Fig. 1 is a schematic diagram of the present invention, which includes the following steps:
S1, semantic parsing and intention recognition: the system judges the intention of the user and understands the requirement of the user according to the text input by the user by adopting a mode of combining a shallow semantic understanding mode such as text retrieval, natural sentence pattern matching, regular sentence pattern matching, meaning class matching and the like with deep learning;
shallow semantic understanding: the method comprises text retrieval, natural sentence pattern matching, rule sentence pattern matching and meaning class matching.
1. Text retrieval: the Lucene algorithm is selected and used as an open-source full-text search engine, and the score of an input text and a text library can be calculated according to similar words;
2. natural sentence pattern matching: namely full text matching;
3. rule sentence pattern matching: searching whether a sentence accords with a predesigned rule sentence pattern or not through fuzzy matching of keywords or keyword groups;
4. And (5) meaning class matching: the user classifies the words and gives weights, and the similarity of the two sentences is calculated according to the meaning attribute of the words designed by the user, so as to give a score.
Deep semantic understanding: and calculating the similarity of the meaning expressions of the two sentences according to the deep learning model, providing a semantic association function for the scoring system, inputting fuzzy semantics by a user, automatically taking out maintained expansion questions by the system, and guiding the user to accurately express the intention. Fig. 2 is a deep learning model diagram in the present invention.
S2, intention matching: according to the S1 intention recognition result, the user problem and the knowledge points in the knowledge base are expressed as high-dimensional semantic vectors, cosine similarity matching calculation is carried out by using a sentence vector model, the similarity condition of the user problem and the knowledge points in the system knowledge base in the high-dimensional semantic space is known, and the knowledge points most relevant to the user problem are found, so that more accurate answers or suggestions are provided.
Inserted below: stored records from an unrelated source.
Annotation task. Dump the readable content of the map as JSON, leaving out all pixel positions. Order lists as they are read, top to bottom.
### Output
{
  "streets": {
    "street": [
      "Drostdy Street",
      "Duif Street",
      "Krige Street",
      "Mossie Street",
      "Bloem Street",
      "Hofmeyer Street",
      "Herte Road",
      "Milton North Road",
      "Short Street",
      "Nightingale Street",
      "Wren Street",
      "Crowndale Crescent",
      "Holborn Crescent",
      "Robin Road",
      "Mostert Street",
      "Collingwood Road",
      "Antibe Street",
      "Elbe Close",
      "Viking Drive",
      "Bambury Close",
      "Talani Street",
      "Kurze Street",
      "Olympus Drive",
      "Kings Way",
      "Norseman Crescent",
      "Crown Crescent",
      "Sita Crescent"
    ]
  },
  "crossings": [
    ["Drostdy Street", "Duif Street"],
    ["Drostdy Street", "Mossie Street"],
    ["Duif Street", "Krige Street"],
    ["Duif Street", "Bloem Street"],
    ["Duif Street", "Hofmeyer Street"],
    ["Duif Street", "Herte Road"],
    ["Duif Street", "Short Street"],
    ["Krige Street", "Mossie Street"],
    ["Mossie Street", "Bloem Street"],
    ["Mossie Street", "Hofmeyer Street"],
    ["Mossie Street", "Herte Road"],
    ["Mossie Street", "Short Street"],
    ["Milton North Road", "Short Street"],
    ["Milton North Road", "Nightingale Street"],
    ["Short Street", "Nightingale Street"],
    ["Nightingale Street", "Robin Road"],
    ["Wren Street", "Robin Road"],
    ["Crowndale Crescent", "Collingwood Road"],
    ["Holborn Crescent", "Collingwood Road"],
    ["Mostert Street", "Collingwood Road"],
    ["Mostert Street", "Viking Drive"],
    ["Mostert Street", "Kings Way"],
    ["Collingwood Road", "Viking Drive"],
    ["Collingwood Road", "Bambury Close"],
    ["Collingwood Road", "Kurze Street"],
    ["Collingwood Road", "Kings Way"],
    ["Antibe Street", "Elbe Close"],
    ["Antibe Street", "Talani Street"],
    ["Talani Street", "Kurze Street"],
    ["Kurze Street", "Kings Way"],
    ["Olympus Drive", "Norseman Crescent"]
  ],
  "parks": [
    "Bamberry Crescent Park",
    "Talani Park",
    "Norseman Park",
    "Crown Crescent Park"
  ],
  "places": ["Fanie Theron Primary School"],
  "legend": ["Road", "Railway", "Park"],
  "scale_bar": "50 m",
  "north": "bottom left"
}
The steps for calculating the similarity of two sentences are as follows:
1. through Chinese word segmentation, the complete sentence is divided into independent word sets according to word segmentation algorithm
2. Find the union of two word sets (word bag)
3. Calculating word frequencies of respective word sets and vectorizing the word frequencies
4. The text similarity can be obtained by carrying the vector calculation model
The cosine similarity value can be clearly calculated through a calculation model formula:
Vector a (x 1, x2, x3, x4, x 5), vector b (y 1, y2, y3, y4, y 5);
The molecules are (x 1y 1) + (x 2y 2) + (x 3y 3) + (x 4y 4) + (x 5y 5)
The denominator is sqrt (x1x1+x2x2+x3x3+x4x4+x5x5)
S3, emotion analysis: according to the S1 semantic analysis result, emotion analysis is carried out through 30 emotion analysis models such as happiness, excitement, gas generation and the like in the system, the emotion of the user is perceived in real time, and corresponding answers are made according to the emotion state of the user. The emotion analysis model employed by the system is a machine learning model that recognizes and classifies emotion tendencies, such as positive, negative or neutral, in text by learning features and patterns in the text and provides an emotion score for each text. The system trains the emotion analysis model using a large amount of marking data, where each text is marked as positive, negative or neutral. The model predicts the emotion of the new text by learning patterns and features in these markup data. FIG. 3 is a diagram of a machine learning model in the present invention, the machine learning model is implemented as follows:
in training process (a), model learning associates specific inputs (i.e., text) with corresponding outputs (tags) based on training samples. The feature extractor transmits the text input into a feature vector. Pairs of feature vectors and labels (e.g., positive, negative, or neutral) are fed into a machine learning algorithm to generate a model.
In the prediction process (b), a feature extractor is used to transform the unseen text input into feature vectors. These feature vectors are then fed to a model that generates predictive labels (positive, negative or neutral).
S4, searching a knowledge base: according to the results of S2 and S3, firstly extracting keywords, then searching a knowledge base by adopting a word vector model and a semantic similarity calculation method, outputting a text with highest similarity, and simultaneously, moisturizing the text by utilizing an emotion model;
The system constructs a huge knowledge base containing knowledge and information in the financial field and the office field through the knowledge graph, so that the knowledge base can be queried to answer the problems of the user, and accurate and detailed information is provided.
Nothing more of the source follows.